Particolare attenzione è stata posta anche dal punto di vista della cura nel causare il minimo impatto ambientale, con l’obiettivo di ridurre, quanto più possibile, le ricadute negative di un simile gigante architettonico: a questo proposito è stato utilizzato un vetro altamente performante, in grado di isolare termicamente gli ambienti interni e richiedere quindi un basso consumo di energia elettrica, mentre l’installazione di celle fotovoltaiche contribuirà a produrre energia pulita. Alla base dell’edificio è poi stata proposta la costruzione di un parco pubblico, per aumentare l’attuale superficie verde di 8.5 volte.

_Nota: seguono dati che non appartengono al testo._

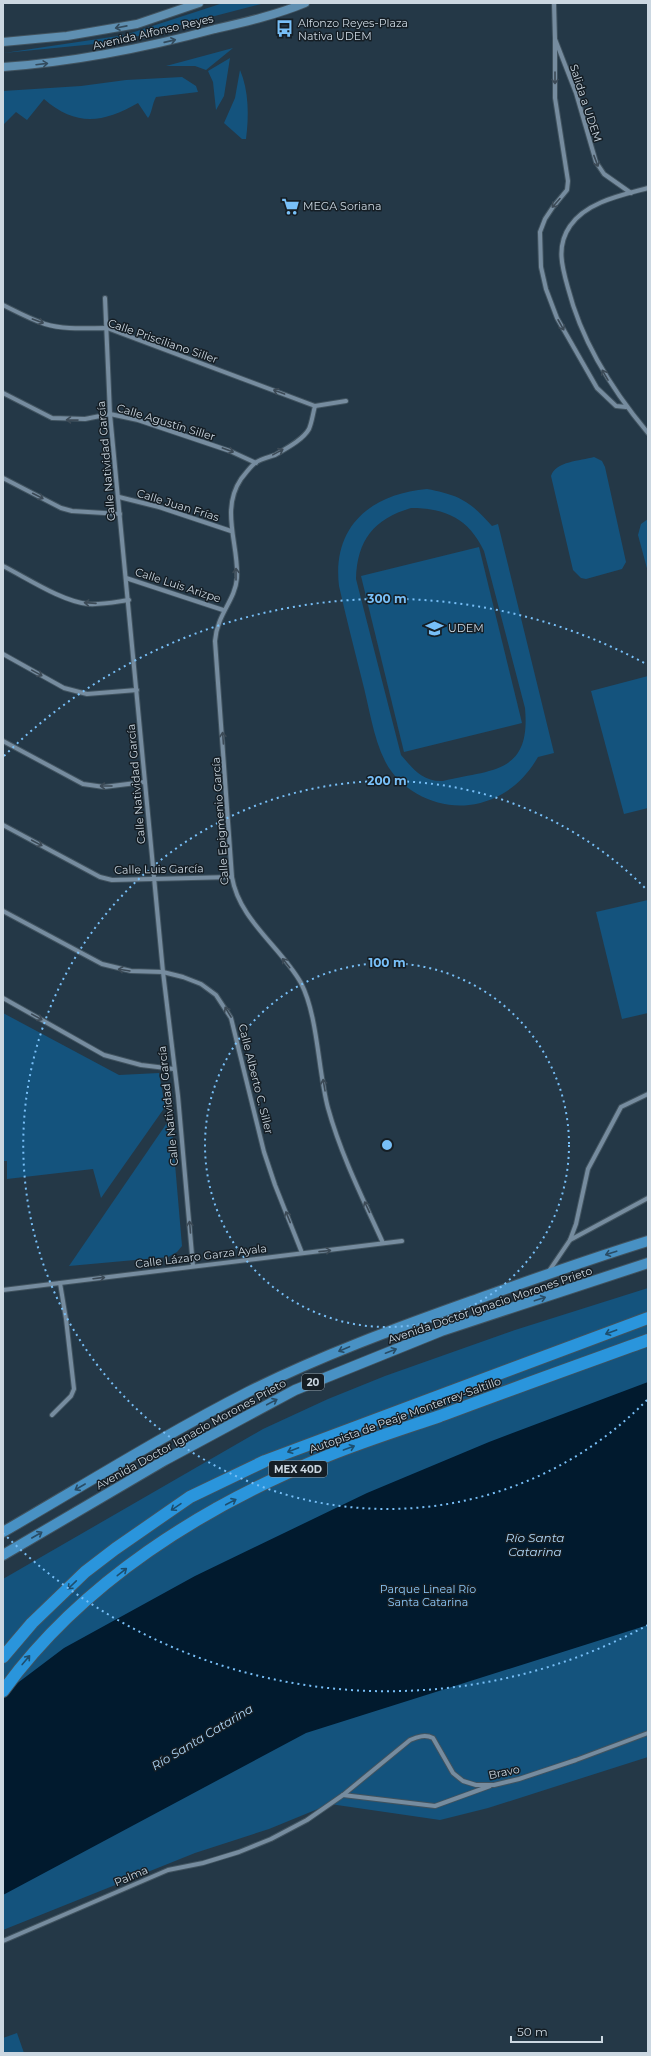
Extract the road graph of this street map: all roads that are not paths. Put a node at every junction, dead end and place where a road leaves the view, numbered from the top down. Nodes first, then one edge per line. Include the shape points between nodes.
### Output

Dal punto di vista finanziario, la valutazione commissionata dai responsabili del progetto all’agenzia Deloitte ha stimato che “The Tulip” offrirebbe a Londra benefici economici per circa 1 miliardo di sterline in valore monetizzato complessivo entro il 2045 e la creazione di 600 nuovi posti di lavoro.
Adesso la questione passa nelle mani del sindaco di Londra, Sadiq Khan, che dovrà decidere se garantire l’approvazione del progetto e autorizzare i permessi a costruire, valutando, in particolar modo, le obiezioni poste al progetto dal vicino aeroporto (distante circa 9 km dal sito adibito alla costruzione), che ha messo in luce le possibili interferenze sui radar causate dall’altezza e dagli elementi rotanti sulla facciata del Tulip.